VADUZ -FCV-Trainer Roland Vrabec rechnet damit das Lausanne, Servette und Aarau voraussichtlich das Titelrennen unter sich ausmachen – es sind die drei Mannschaften, mit denen sich die Residenzler konkurrieren wollen.

Ab dieser Saison besteht dank der Barrage wieder die Möglichkeit, dass zwei Teams den Weg von der Challenge- in die Super League antreten könnnen. Nach etlichen Umstellungen beim FC Vaduz, wäre ein solches Ziel voraussichtlich etwas zu hoch gegriffen, wobei: Von Clubseite aus heisst es «ein Platz in den Top 5» soll es werden – da wären auch die Ränge 1 und 2 mit eingeschlossen. Als Anwärter auf die vordersten Plätze sieht sich aber auch Trainer Roland Vrabec nicht in der Favoritenrolle – möglich ist im Fussball bekanntermassen aber ja alles.

Für den Deutschen, der die abgelaufene Spielzeit nach dem Abstieg aus der Super League auf Platz dem vierten Schlussrang beendete, zählen drei Mannschaften zum engeren Favoritenkreis. «Absteiger Lausanne hat sicherlich den Anspruch, direkt wieder aufzusteigen», hält Vrabec fest.

Das neue Trainerteam des Absteigers

Sie haben viele Spnsoren und werden das Budget nach dem Abstieg nicht reduzieren. «Wir als FC Vaduz wissen allerdings, wie schwer es ist, nach dem Abstieg den direkten Wiederaufstieg zu bewerkstelligen, das hat man ja in der letzten Saison bereits gesehen.»

Hier ein kurzes Video zur abgelaufenen Challenge-League-Saison

«Es ist einfach noch zu früh»

Daneben nennt der 44-jährige Deutsche auch Servette Genf und den FC Aarau als potenzielle Kandidaten auf die vorderen Plätze.
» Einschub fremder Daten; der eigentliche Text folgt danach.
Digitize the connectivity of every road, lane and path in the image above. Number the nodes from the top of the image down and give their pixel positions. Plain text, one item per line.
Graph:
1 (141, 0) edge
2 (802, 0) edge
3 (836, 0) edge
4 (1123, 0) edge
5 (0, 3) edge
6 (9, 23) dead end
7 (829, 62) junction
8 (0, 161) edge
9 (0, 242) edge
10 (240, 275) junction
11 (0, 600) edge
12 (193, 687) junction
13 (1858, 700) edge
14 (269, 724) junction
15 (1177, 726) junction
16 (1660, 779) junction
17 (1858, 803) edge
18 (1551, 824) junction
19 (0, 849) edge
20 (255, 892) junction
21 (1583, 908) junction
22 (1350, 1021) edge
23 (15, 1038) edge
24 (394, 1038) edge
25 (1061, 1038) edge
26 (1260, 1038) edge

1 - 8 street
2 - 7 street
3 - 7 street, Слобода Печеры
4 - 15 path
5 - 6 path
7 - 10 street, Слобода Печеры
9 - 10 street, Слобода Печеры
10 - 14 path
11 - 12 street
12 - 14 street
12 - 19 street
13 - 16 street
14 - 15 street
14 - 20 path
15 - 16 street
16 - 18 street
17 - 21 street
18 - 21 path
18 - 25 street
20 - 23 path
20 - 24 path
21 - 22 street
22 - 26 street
Es ist wahrscheinlich, dass die Genfer, die im letzten Jahr gegen Vaduz das Duell um Platz drei für sich entscheiden konnten, auch heuer eher weiter oben in der Tabelle anzutreffen sind. Zumal sie, wie Vrabec sagt «das Kader im Vergleich zur Vorsaison deutlich aufgebessert haben.»

Gleiches gilt auch für den FC Aarau, der die Saison zwei Ränge hinter Vaduz auf Platz 6. abschloss. Vrabec rechnet, dass man sich auch dort das Ziel gesetzt hat, möglicherweise wieder in die höchste Schweizer Spielklasse, wie es 2012/13 bereits der Fall war, aufzusteigen. «Wir werden natürlich versuchen, uns mit diesen drei Vereinen zu konkurrieren. Der Verein gibt zwar einen Platz in den Top 5 als Ziel aus, jetzt aber schon einen fixen Rang festzulegen ist einfach zu schwer, da es einfach noch zu früh ist.»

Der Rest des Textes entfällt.